Lin Jianhua became a national laughing-stock when he fumbled and mispronounced hong hu, the classical Chinese equivalent of “swan,” as hong hao in a televised speech in front of a packed auditorium. The audience included Yale University president Peter Salovey and Thai Princess Sirindhorn.
But Lin’s blunder stole the limelight of the euphoric occasion, with numerous PKU students, staff members, alumni and the masses wondering how such an eminent academic and head of a prestigious university could have made such a laughable error.
Lin has emerged particularly badly from the faux pas as it was supreme Communist Party chieftain Xi Jinping who had quoted the phrase hong hu – from a monumental work from the Western Han Dynasty of around 200 BC – to exhort PKU students to aim high and strive for excellence, during an inspection of the campus at the end of last month.
Lin had meant to echo Xi’s rallying cry in his address, but the mispronunciation only laid bare his ignorance while trying to score some brownie points.
Netizens have come up with the epithet “PKU’s illiterate president” while having a field day mocking the unfortunate incident that tarnished PKU’s reputation, with further exposés of Lin’s many mispronunciations in other speeches and interviews over the years.

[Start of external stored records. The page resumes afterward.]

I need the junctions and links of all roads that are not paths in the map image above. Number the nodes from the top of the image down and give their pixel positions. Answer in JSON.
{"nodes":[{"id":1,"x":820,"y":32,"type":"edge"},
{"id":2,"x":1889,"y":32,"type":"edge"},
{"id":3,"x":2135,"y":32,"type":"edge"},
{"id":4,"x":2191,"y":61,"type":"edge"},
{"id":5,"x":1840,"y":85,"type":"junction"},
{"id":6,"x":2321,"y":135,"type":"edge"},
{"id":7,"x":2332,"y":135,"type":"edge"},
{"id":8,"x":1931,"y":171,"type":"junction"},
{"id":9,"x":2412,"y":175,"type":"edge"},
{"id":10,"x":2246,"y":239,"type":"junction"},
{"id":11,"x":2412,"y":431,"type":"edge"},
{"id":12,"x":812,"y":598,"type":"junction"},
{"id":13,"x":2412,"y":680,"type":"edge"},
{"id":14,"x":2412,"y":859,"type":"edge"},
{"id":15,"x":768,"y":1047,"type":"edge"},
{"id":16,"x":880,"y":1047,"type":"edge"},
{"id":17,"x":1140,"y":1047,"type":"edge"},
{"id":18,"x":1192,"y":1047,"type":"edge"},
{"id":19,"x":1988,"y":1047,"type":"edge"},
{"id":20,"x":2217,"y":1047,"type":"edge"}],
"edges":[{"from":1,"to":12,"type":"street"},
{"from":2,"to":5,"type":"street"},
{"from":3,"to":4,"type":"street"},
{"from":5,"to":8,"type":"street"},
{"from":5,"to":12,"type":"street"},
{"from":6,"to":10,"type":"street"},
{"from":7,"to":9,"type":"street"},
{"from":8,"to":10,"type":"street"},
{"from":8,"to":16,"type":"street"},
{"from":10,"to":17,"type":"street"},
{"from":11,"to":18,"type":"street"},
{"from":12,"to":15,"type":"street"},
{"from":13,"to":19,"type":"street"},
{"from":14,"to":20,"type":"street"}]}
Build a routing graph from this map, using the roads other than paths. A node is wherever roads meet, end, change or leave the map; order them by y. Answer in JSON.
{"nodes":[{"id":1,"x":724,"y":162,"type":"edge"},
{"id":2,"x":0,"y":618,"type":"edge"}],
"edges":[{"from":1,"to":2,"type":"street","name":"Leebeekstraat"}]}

The consensus was that Lin should have looked up words he didn’t know in a dictionary and gone through the speech beforehand.

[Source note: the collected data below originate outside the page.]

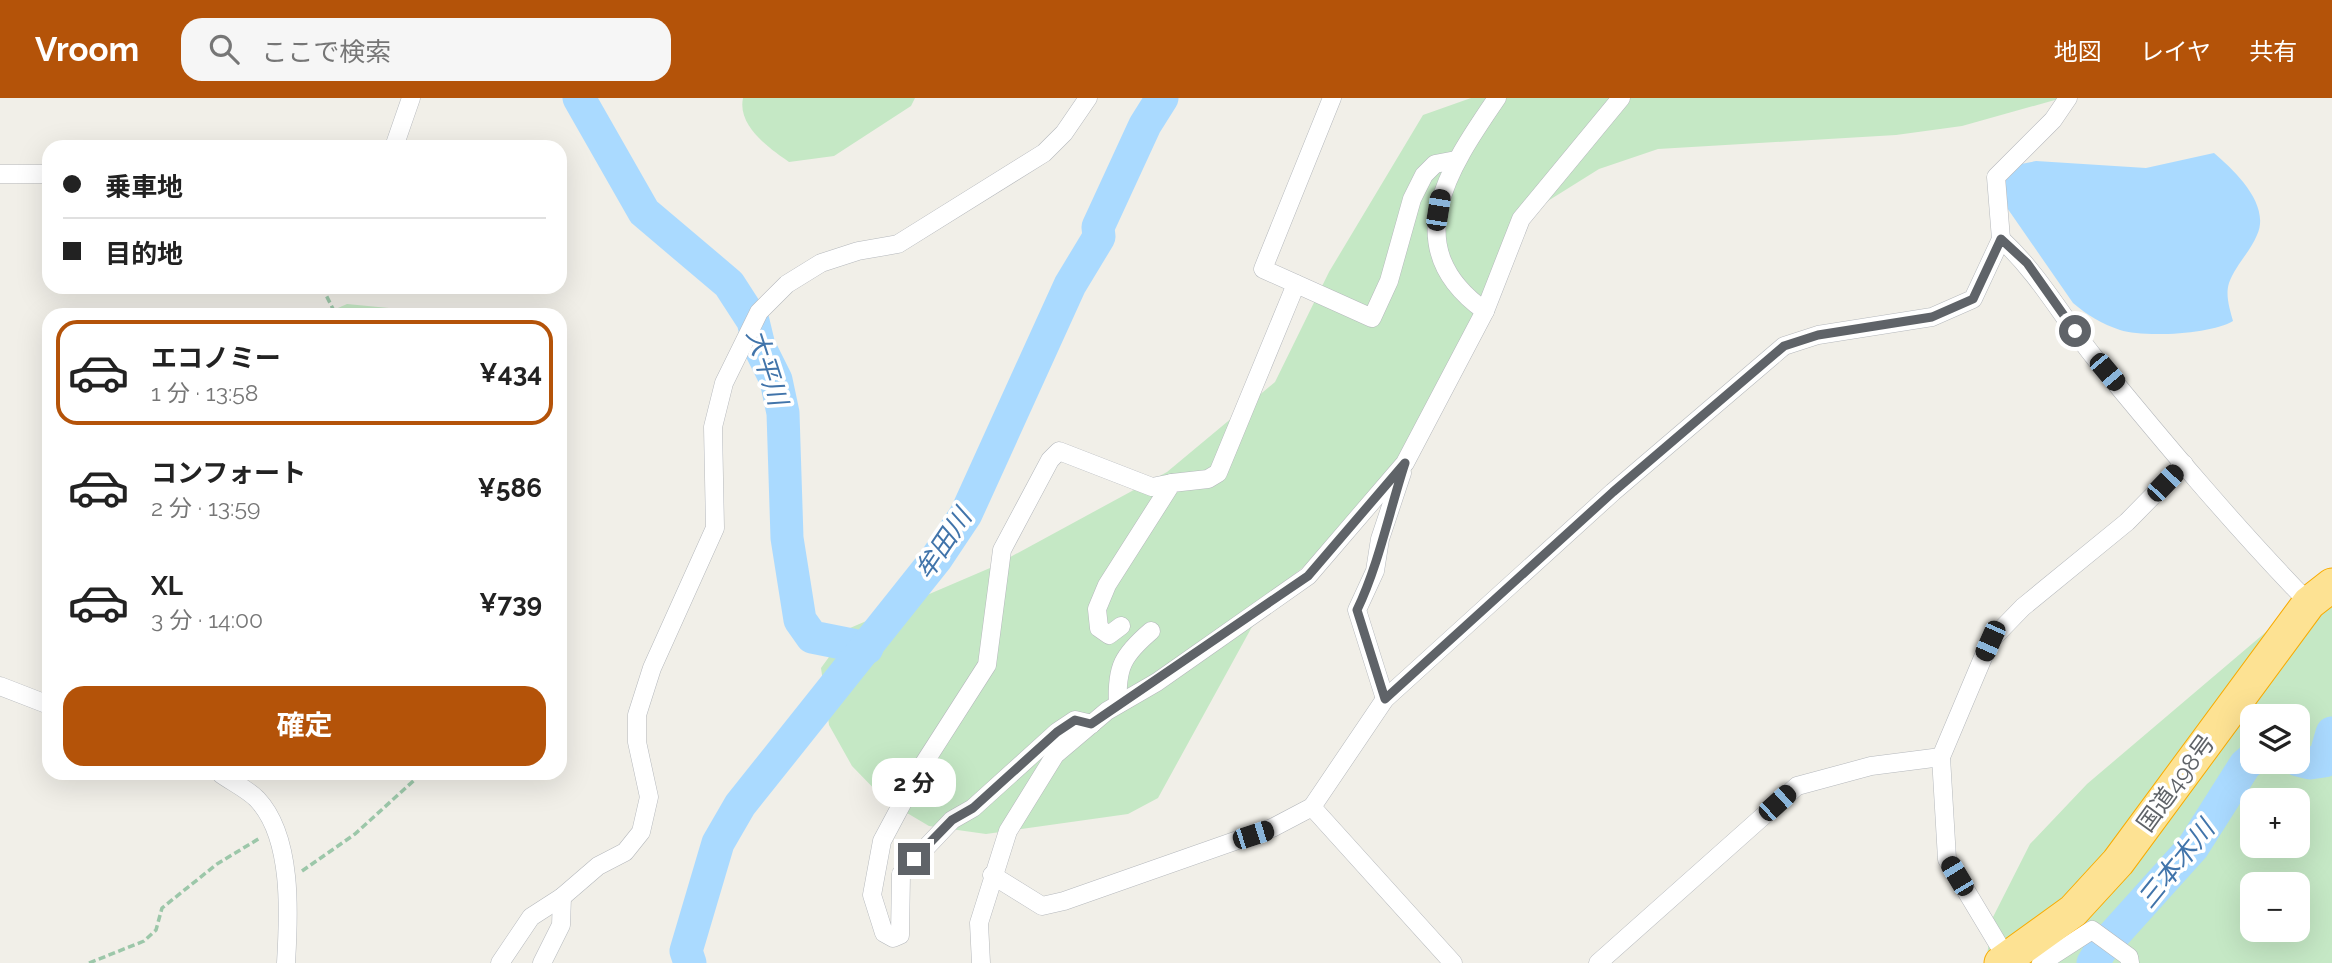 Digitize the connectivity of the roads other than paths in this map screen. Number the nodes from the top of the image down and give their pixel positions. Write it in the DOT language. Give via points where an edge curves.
graph roads {
  1 [pos="411,98"];
  2 [pos="1088,98"];
  3 [pos="1332,98"];
  4 [pos="1497,98"];
  5 [pos="1620,98"];
  6 [pos="2068,98"];
  7 [pos="396,140"];
  8 [pos="1456,160"];
  9 [pos="0,174"];
  10 [pos="42,174"];
  11 [pos="2001,239"];
  12 [pos="1296,284"];
  13 [pos="1485,311"];
  14 [pos="1405,463"];
  15 [pos="2184,464"];
  16 [pos="1172,483"];
  17 [pos="2321,594"];
  18 [pos="1121,626"];
  19 [pos="1151,631"];
  20 [pos="0,686"];
  21 [pos="1385,699"];
  22 [pos="42,702"];
  23 [pos="1118,704"];
  24 [pos="1091,724"];
  25 [pos="1941,757"];
  26 [pos="229,780"];
  27 [pos="1312,807"];
  28 [pos="992,875"];
  29 [pos="562,897"];
  30 [pos="2129,960"];
  31 [pos="2004,961"];
  32 [pos="286,963"];
  33 [pos="500,963"];
  34 [pos="542,963"];
  35 [pos="981,963"];
  36 [pos="1453,963"];
  37 [pos="1598,963"];
  38 [pos="2041,963"];
  1 -- 7 [label="street"];
  2 -- 29 [label="street" via="1044,153 898,244 821,263 787,284 759,312 724,383 713,427 715,528 652,668 636,715 649,797 641,832 625,852 598,866"];
  3 -- 12 [label="street" via="1263,269"];
  4 -- 8 [label="street"];
  5 -- 13 [label="street" via="1521,219"];
  6 -- 11 [label="street" via="2053,120 1996,177"];
  8 -- 12 [label="street" via="1436,164 1424,175 1412,198 1390,281 1371,318"];
  8 -- 13 [label="street" via="1441,193 1435,228 1444,266 1463,295"];
  9 -- 10 [label="street"];
  11 -- 15 [label="street" via="2027,263 2091,354"];
  11 -- 21 [label="street" via="1973,299 1932,317 1818,335 1784,346 1613,492"];
  12 -- 16 [label="street" via="1218,473 1208,479"];
  13 -- 14 [label="street"];
  14 -- 21 [label="street" via="1380,540 1376,571 1357,610"];
  14 -- 23 [label="street" via="1308,576"];
  15 -- 17 [label="street"];
  15 -- 25 [label="street" via="2127,522 2023,607 1990,641"];
  16 -- 18 [label="street" via="1107,585 1097,609 1099,628 1109,635"];
  16 -- 24 [label="street" via="1152,487 1059,451 1050,460 1002,550 988,665 921,768 882,841 872,894 884,933 892,938 900,935 901,874 944,828 973,808 1057,732 1075,720"];
  17 -- 31 [label="highway, 国道498号" via="2118,862 2073,911"];
  19 -- 23 [label="street" via="1124,658 1117,677"];
  20 -- 22 [label="street"];
  21 -- 27 [label="street"];
  23 -- 24 [label="street"];
  24 -- 28 [label="street" via="1055,755 1026,798"];
  25 -- 31 [label="street" via="1947,859"];
  25 -- 37 [label="street" via="1871,766 1797,786"];
  26 -- 32 [label="street" via="256,799 276,827 286,883"];
  27 -- 28 [label="street" via="1272,828 1042,906"];
  27 -- 36 [label="street"];
  28 -- 35 [label="street" via="979,923"];
  29 -- 33 [label="street" via="531,916"];
  29 -- 34 [label="street" via="561,925"];
  30 -- 38 [label="street" via="2092,930"];
}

Some prominent scholars and commentators in China have prodded Lin to resign in a dignified manner to contain the damage to the reputation of the university.

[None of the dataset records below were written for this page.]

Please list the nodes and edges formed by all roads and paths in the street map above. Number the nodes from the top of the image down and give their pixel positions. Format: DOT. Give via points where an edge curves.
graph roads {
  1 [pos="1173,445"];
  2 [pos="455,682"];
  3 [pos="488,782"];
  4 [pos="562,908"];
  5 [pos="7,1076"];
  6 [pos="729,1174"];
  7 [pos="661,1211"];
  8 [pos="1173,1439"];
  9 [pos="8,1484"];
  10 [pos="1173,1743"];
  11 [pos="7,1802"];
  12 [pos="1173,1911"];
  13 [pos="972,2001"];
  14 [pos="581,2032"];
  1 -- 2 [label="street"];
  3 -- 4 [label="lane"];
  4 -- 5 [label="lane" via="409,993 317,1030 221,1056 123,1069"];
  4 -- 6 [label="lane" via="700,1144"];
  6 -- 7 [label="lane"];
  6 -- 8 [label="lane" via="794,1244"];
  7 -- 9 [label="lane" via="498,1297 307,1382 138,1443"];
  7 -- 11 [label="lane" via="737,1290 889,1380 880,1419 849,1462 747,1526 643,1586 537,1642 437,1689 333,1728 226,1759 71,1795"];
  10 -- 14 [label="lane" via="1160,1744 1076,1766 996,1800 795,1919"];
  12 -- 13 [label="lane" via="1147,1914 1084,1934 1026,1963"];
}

Nonetheless, the embarrassed Lin decided to break his silence and issued an apology last weekend, admitting that he had not known the proper pronunciation of the literary phrase until he made the mistake.
Lin, a chemist by training, said in a letter to PKU students and staff that he had not acquired basic knowledge in classic Chinese literature as his education in primary and secondary school had been disrupted by the Cultural Revolution.
“The purpose of the letter is to let you know the real me, instead of defending my ignorance or the mistake,” he wrote, “Your president is a person with a deficiency who can make mistakes.”
But feedback has been mixed, with some urging tolerance as everyone can be fallible at times, but more are raising doubts, as Lin noted at the end of his post that “anxiety and impugning are of no value but may hold us back from forging ahead.”
Lin has again found himself at the receiving end of fresh flak as he appeared to belittle the significance of critical thinking in research and tertiary education.
Some observers point out that as the party-appointed head of a university, Lin’s mindset of monocultural and ideological allegiance is not at all surprising.
Many are also comparing Lin unfavorably with the late Cai Yuanpei, one of the most esteemed educators and academics in modern Chinese history, who served as PKU president between 1916 and 1927 and put in a lot of effort to reform and rejuvenate the institution during his tenure to champion freedom of thought.
Lin earned his PhD in chemistry in 1986 at Peking University and was a research fellow at Iowa State University in the early 1990s. Previously he also stirred controversy when heading Chongqing University and Zhejiang University when students questioned his policies as well as his academic competence.